● **Exercise materials**
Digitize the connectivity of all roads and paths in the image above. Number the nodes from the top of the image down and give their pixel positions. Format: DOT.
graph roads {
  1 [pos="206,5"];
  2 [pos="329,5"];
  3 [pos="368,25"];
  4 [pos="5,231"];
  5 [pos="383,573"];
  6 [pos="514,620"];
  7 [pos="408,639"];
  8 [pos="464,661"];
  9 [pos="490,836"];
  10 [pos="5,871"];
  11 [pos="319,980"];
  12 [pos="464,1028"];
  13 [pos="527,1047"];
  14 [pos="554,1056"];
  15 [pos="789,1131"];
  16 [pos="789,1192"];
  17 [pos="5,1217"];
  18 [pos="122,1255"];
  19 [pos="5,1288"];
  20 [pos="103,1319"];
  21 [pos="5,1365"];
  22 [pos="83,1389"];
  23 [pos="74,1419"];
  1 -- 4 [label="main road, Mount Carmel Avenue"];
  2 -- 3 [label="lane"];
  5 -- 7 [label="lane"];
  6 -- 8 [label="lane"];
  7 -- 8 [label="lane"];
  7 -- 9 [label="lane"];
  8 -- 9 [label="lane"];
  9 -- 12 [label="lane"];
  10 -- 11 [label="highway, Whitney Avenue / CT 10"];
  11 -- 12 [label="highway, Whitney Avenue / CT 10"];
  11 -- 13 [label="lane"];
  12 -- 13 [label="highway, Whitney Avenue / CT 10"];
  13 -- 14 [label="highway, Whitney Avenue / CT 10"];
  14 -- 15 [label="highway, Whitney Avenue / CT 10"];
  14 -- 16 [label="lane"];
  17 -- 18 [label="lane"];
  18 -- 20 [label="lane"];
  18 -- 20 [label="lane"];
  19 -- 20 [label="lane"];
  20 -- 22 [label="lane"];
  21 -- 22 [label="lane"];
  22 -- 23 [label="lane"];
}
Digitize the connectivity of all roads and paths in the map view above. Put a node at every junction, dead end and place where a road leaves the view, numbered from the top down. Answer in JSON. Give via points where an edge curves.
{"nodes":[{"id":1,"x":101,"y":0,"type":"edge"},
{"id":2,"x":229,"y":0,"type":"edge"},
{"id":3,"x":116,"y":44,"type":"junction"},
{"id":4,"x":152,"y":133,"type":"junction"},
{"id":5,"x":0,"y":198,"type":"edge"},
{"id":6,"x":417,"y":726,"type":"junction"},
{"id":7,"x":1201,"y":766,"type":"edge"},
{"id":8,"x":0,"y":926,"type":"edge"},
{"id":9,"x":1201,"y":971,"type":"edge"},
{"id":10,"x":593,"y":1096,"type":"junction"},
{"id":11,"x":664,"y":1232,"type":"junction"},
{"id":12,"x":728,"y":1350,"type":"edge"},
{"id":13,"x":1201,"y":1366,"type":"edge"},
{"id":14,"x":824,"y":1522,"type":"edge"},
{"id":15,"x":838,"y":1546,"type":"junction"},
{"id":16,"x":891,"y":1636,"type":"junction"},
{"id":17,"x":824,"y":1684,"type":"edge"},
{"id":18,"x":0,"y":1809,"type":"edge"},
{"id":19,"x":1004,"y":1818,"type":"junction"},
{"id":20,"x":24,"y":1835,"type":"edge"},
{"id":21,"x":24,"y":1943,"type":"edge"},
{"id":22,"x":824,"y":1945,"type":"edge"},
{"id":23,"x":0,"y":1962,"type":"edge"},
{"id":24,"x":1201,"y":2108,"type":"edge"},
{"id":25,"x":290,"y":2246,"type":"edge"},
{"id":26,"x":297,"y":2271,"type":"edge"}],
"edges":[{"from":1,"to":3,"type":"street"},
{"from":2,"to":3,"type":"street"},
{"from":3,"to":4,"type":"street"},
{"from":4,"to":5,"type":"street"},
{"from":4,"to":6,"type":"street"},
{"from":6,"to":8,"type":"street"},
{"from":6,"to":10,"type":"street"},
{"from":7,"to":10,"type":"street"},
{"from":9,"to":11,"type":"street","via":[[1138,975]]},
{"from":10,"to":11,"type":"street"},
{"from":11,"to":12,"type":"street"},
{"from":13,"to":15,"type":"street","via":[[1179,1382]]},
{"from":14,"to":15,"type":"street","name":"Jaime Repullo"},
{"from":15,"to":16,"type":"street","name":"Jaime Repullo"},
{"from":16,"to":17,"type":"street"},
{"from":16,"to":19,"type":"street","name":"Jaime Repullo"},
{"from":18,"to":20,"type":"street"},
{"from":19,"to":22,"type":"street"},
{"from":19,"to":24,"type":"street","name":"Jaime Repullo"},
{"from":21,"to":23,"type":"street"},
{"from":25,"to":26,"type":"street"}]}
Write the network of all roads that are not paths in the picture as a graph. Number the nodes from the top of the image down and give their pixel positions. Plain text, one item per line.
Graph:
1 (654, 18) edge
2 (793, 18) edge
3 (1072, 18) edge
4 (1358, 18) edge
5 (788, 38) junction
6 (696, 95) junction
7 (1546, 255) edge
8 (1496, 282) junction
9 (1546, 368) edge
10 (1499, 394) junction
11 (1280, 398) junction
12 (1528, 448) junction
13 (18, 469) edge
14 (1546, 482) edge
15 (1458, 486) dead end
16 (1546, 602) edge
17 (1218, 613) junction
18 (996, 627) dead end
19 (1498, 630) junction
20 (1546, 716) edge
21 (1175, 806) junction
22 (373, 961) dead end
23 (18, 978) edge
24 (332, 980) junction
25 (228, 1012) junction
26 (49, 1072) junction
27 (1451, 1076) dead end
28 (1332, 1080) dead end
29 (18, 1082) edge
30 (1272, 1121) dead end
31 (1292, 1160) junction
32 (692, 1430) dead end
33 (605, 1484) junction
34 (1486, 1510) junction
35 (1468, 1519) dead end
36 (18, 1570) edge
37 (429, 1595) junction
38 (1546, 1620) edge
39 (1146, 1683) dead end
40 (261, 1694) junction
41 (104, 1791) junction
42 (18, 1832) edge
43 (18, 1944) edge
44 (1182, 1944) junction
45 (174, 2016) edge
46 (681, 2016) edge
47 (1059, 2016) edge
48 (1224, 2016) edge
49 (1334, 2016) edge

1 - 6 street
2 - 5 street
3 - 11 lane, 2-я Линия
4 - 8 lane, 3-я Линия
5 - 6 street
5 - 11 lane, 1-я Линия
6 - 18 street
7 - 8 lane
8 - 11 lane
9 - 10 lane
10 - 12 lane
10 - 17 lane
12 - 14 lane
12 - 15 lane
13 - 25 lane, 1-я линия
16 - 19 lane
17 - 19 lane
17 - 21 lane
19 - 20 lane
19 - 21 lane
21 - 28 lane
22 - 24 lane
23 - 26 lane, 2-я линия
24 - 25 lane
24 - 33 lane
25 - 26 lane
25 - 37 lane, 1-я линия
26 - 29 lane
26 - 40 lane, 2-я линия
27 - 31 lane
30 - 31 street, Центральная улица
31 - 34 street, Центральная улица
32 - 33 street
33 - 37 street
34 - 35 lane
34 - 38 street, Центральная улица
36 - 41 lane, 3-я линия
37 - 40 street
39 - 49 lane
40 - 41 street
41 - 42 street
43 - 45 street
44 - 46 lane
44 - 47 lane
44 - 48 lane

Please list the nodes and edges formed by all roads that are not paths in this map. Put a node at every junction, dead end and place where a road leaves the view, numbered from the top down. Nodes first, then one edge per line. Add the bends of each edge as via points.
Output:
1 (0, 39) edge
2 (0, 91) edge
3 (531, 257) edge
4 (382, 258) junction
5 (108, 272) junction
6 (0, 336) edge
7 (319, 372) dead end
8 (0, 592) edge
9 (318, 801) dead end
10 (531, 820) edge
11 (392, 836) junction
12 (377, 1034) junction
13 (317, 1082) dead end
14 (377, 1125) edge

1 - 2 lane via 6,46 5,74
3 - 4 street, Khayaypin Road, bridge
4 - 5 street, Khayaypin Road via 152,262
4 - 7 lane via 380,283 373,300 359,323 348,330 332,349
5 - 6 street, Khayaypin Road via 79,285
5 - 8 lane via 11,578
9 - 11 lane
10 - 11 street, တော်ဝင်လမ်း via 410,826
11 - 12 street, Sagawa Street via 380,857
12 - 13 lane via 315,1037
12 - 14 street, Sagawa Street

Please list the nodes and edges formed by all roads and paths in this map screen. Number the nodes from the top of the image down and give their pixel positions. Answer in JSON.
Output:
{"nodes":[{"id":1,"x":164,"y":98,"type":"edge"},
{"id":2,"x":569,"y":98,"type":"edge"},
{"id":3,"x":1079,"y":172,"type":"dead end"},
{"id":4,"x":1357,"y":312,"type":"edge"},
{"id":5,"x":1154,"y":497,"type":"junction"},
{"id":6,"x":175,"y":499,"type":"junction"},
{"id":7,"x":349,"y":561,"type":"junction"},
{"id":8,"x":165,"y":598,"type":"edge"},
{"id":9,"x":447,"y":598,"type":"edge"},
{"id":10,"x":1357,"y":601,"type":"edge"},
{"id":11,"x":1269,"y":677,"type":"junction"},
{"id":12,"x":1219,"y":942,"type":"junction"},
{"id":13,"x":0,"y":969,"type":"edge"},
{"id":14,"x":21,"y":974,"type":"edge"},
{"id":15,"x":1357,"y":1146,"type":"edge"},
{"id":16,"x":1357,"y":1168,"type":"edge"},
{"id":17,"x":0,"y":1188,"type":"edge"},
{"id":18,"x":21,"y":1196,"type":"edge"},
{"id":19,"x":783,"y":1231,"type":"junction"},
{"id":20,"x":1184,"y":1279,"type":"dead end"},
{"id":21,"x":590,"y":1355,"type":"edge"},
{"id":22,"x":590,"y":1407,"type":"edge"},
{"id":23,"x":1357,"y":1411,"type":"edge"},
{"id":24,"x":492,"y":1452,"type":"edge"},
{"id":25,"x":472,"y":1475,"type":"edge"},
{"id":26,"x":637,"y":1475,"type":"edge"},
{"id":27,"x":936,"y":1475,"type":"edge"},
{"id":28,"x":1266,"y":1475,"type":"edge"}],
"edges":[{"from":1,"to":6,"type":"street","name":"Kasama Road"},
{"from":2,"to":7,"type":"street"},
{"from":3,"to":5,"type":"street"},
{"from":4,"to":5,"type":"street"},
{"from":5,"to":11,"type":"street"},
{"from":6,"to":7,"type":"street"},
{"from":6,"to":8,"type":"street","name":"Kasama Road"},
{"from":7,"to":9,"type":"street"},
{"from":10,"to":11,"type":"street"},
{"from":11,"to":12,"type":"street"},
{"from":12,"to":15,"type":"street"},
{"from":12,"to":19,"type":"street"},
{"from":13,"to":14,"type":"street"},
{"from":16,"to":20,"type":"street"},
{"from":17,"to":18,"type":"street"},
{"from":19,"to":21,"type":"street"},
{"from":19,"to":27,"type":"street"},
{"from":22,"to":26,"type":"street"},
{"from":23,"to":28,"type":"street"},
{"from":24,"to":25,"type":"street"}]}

● **Work request**
The lines to return are those in the records above that hold the word "улица".

● **Answer section**
30 - 31 street, Центральная улица
31 - 34 street, Центральная улица
34 - 38 street, Центральная улица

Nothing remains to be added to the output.